(EXERCISE DIRECTIONS): Among the entries, which lines carry the string "Pistes"? Copy every one.

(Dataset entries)

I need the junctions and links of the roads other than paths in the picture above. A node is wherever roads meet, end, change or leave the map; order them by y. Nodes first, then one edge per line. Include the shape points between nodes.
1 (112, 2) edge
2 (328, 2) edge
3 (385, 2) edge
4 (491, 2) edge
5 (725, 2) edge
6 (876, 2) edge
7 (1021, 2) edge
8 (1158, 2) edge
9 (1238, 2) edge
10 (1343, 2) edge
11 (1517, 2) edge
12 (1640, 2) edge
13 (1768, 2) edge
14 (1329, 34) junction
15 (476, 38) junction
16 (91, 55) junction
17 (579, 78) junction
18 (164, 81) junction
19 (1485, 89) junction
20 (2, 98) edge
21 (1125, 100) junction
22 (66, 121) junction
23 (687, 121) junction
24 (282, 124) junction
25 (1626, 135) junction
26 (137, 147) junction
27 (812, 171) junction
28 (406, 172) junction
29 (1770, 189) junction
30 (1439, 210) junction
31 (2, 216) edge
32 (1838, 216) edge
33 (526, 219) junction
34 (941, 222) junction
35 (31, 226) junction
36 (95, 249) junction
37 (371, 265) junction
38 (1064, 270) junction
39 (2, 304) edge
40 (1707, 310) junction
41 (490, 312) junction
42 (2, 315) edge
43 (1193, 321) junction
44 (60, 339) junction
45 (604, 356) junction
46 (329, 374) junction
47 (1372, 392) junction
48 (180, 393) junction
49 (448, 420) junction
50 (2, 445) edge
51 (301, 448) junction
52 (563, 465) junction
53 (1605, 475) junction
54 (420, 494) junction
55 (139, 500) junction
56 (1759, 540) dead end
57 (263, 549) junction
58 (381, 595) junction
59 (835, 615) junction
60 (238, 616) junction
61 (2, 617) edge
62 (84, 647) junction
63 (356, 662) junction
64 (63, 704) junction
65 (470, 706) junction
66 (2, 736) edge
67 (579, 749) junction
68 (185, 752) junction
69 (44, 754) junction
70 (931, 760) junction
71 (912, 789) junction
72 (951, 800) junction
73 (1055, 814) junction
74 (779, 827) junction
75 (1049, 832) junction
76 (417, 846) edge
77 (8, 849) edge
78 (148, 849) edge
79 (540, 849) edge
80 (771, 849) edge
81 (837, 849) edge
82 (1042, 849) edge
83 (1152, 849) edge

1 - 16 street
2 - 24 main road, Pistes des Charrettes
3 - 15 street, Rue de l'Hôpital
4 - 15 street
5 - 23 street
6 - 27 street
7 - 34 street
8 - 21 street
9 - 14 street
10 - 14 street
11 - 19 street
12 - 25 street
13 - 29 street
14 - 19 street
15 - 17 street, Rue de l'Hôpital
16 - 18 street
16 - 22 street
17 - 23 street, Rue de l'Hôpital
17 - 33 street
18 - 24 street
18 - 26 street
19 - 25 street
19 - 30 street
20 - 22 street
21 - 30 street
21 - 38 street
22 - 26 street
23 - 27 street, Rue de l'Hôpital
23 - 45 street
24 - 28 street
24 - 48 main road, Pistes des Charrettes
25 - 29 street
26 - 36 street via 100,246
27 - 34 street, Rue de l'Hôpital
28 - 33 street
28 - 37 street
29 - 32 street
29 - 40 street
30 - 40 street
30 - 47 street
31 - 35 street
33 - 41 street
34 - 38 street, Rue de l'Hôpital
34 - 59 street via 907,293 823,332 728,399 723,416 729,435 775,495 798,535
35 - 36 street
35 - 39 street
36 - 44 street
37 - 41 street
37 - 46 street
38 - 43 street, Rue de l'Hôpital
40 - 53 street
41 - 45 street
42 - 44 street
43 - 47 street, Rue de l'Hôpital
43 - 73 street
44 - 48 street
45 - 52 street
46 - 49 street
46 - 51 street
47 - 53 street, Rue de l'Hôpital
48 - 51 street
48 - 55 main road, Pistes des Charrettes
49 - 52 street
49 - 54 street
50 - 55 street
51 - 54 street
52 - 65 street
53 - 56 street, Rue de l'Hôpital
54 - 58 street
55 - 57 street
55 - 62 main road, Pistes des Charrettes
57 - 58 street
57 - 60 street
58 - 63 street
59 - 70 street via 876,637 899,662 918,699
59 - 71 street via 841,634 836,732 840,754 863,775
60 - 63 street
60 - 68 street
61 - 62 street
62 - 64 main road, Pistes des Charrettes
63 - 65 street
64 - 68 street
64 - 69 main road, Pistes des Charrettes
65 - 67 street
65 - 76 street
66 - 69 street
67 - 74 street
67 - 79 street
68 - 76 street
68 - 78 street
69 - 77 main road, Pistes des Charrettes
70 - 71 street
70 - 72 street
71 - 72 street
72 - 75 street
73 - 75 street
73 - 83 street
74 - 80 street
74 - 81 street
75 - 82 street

(OUTPUT FOR THIS EXERCISE):
2 - 24 main road, Pistes des Charrettes
24 - 48 main road, Pistes des Charrettes
48 - 55 main road, Pistes des Charrettes
55 - 62 main road, Pistes des Charrettes
62 - 64 main road, Pistes des Charrettes
64 - 69 main road, Pistes des Charrettes
69 - 77 main road, Pistes des Charrettes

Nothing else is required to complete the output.